Though, in some tropical regions, an opposite extreme of temperature so far impedes the vital actions as to impede social development, yet hindrance from this cause seems exceptional and relatively unimportant. Life in general, and mammalian life along with it, is great in quantity as well as individually high, in localities that are among the hottest. The silence of the forests during the noontide glare in such localities, does, indeed, furnish evidence of enervation; but in cooler parts of the twenty-four hours there is a compensating energy. And if varieties of the human race adapted to these localities, show, in comparison with ourselves, some indolence, this does not seem greater than, or even equal to, the indolence of the primitive man in temperate climates. Contemplated in the mass, facts do not countenance the current idea that great heat hinders progress. All the earliest recorded civilizations belonged to regions which, if not tropical, almost equal the tropics in height of temperature. India and Southern China, as still existing, show us great social evolutions within the tropics. The vast architectural remains of Java and of Cambodia yield proofs of other tropical civilizations in the East; while the extinct societies of Central America, Mexico, and Peru, need but be named to make it manifest that in the New World also, there were in past times great advances in hot regions. It is thus, too, if we compare societies of ruder types that have developed in warm climates, with allied societies belonging to colder climates. Tahiti, the Tonga Islands, and the Sandwich Islands, are within the tropics; and in them, when first discovered, there had been reached stages of evolution which were remarkable considering the absence of metals.

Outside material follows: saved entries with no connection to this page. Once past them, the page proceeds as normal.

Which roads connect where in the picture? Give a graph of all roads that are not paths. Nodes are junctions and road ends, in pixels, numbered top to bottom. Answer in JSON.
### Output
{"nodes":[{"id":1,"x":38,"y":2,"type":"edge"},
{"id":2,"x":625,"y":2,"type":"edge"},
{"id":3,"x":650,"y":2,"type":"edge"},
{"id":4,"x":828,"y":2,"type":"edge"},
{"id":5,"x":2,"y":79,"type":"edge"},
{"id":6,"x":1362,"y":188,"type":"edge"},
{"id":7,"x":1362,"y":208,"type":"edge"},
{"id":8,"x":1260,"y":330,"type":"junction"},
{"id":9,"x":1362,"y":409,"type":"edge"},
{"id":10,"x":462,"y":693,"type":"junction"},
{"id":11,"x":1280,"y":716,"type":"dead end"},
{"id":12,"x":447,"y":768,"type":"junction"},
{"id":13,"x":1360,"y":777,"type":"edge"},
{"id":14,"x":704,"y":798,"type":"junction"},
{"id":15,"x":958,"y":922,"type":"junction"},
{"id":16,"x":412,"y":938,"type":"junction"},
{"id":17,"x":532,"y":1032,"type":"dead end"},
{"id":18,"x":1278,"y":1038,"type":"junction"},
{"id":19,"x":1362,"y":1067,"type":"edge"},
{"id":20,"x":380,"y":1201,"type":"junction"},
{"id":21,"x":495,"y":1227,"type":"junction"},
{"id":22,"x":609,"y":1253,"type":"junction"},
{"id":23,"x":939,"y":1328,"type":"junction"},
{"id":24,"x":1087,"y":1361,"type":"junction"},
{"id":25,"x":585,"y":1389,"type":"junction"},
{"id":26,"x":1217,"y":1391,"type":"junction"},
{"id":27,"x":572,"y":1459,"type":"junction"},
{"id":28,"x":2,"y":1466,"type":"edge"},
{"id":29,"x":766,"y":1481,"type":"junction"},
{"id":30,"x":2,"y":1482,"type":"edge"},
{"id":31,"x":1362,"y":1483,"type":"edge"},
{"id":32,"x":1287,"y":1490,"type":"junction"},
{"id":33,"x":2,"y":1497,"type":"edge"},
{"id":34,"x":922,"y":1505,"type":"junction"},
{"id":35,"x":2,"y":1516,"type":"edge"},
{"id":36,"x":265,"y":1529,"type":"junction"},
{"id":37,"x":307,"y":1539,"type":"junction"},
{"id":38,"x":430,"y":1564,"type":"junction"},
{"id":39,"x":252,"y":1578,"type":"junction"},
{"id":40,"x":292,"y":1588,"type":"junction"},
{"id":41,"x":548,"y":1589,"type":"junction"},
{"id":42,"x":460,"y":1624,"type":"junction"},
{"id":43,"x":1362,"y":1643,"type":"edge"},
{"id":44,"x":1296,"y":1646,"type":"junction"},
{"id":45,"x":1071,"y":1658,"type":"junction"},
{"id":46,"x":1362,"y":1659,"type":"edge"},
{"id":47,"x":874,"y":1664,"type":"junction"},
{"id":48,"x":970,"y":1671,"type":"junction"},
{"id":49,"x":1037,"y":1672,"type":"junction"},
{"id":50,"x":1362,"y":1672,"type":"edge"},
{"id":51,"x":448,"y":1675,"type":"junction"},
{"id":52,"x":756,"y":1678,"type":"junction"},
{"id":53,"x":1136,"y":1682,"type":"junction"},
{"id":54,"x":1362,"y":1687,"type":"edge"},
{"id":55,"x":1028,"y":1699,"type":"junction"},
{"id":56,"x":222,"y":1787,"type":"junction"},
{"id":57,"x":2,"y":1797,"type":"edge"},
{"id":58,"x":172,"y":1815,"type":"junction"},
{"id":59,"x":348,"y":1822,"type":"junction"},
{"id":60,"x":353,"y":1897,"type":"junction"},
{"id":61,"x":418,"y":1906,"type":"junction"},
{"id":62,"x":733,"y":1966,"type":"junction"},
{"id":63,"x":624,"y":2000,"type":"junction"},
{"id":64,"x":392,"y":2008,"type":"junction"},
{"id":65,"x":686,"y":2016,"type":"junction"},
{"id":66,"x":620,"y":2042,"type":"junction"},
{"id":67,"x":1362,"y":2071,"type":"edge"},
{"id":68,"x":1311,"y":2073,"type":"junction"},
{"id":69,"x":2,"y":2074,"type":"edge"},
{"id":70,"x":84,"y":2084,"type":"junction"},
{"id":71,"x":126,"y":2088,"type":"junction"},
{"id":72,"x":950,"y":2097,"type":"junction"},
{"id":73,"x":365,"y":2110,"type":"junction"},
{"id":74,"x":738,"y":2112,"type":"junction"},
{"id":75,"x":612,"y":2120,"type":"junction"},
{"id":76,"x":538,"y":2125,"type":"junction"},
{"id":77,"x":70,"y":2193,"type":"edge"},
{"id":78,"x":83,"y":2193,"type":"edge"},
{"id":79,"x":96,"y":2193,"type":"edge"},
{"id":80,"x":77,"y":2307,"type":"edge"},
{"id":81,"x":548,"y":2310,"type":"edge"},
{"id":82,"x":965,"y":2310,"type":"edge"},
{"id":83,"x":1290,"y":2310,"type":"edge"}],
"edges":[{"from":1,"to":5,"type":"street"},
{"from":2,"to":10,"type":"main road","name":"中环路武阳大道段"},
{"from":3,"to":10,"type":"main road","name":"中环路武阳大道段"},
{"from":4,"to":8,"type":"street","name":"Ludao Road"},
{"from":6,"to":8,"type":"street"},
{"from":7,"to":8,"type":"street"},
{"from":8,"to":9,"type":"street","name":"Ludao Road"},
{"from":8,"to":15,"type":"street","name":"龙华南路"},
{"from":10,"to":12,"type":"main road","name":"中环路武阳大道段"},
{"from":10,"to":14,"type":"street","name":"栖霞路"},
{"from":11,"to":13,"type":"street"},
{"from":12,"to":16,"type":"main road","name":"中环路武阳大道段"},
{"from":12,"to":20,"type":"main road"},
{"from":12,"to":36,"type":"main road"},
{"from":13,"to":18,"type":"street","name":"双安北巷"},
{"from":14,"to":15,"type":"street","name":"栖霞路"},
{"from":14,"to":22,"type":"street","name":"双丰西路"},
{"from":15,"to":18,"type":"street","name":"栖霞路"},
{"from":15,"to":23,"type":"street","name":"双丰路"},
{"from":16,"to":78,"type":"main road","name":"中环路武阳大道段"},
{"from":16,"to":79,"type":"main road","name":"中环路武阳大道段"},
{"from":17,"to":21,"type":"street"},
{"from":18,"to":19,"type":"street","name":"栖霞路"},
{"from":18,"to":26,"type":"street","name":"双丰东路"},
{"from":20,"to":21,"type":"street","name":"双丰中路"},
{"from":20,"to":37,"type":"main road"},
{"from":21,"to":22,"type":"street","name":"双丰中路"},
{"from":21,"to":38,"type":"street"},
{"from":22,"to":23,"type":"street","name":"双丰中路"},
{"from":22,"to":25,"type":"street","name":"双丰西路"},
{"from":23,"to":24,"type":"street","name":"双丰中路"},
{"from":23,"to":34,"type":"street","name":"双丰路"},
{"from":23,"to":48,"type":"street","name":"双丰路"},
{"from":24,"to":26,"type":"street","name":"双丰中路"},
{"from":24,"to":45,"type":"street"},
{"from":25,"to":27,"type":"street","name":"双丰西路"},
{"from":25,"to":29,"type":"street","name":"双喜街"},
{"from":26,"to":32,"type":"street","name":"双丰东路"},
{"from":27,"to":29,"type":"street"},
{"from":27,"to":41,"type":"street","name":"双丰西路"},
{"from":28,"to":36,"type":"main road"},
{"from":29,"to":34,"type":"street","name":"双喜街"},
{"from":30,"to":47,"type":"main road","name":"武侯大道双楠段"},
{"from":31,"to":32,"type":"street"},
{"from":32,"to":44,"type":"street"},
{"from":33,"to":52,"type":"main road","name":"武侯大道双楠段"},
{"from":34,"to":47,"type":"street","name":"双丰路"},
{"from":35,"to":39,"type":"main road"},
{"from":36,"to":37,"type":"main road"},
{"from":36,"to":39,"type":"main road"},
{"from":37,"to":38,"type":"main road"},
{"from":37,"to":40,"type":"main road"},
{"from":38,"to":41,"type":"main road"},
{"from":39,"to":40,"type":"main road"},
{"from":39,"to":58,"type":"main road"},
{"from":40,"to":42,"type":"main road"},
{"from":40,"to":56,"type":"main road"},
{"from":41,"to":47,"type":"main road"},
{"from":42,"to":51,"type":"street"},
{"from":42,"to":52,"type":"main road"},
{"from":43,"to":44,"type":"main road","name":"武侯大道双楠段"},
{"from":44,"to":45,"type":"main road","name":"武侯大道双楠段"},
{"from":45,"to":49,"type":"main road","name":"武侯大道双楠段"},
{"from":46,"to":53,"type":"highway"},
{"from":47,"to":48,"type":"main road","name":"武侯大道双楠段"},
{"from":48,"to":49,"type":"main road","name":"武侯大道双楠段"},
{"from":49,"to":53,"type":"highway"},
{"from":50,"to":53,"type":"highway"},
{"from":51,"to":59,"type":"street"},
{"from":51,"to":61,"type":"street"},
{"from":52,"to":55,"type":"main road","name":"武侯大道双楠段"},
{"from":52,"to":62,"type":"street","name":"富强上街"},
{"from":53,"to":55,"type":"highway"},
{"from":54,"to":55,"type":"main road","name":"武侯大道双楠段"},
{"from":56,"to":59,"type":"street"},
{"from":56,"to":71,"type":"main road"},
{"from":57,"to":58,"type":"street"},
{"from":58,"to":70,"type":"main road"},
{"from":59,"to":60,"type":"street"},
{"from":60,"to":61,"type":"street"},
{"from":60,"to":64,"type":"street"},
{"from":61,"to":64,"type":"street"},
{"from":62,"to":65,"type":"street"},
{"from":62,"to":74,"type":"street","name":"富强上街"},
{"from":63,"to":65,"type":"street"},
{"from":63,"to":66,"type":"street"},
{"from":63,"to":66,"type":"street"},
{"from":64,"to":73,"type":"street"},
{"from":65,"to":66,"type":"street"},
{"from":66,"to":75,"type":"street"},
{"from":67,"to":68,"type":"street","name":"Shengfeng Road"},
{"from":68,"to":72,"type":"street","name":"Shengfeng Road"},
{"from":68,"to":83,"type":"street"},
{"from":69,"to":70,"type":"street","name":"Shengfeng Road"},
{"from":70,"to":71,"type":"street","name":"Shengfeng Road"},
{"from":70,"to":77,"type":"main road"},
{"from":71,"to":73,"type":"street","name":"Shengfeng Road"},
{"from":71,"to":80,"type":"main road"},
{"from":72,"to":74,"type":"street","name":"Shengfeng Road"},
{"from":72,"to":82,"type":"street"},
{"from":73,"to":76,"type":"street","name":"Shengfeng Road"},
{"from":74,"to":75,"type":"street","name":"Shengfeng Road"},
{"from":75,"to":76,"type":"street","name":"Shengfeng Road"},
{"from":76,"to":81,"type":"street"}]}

I do not ignore the fact that in recent times societies have evolved most, both in size and complexity, in temperate regions. I simply join with this the fact that the first considerable societies arose, and the primary stages of social development were reached, in hot climates. The truth would seem to be that the earlier phases of progress had to be passed through where the resistances offered by inorganic conditions were least; that when the arts of life had been advanced, it became possible for societies to develop in regions where the resistances were greater; and that further developments in the arts of life, with the further discipline in co-operation accompanying them, enabled subsequent societies to take root and grow in regions which, by climatic and other conditions, offered relatively-great resistances.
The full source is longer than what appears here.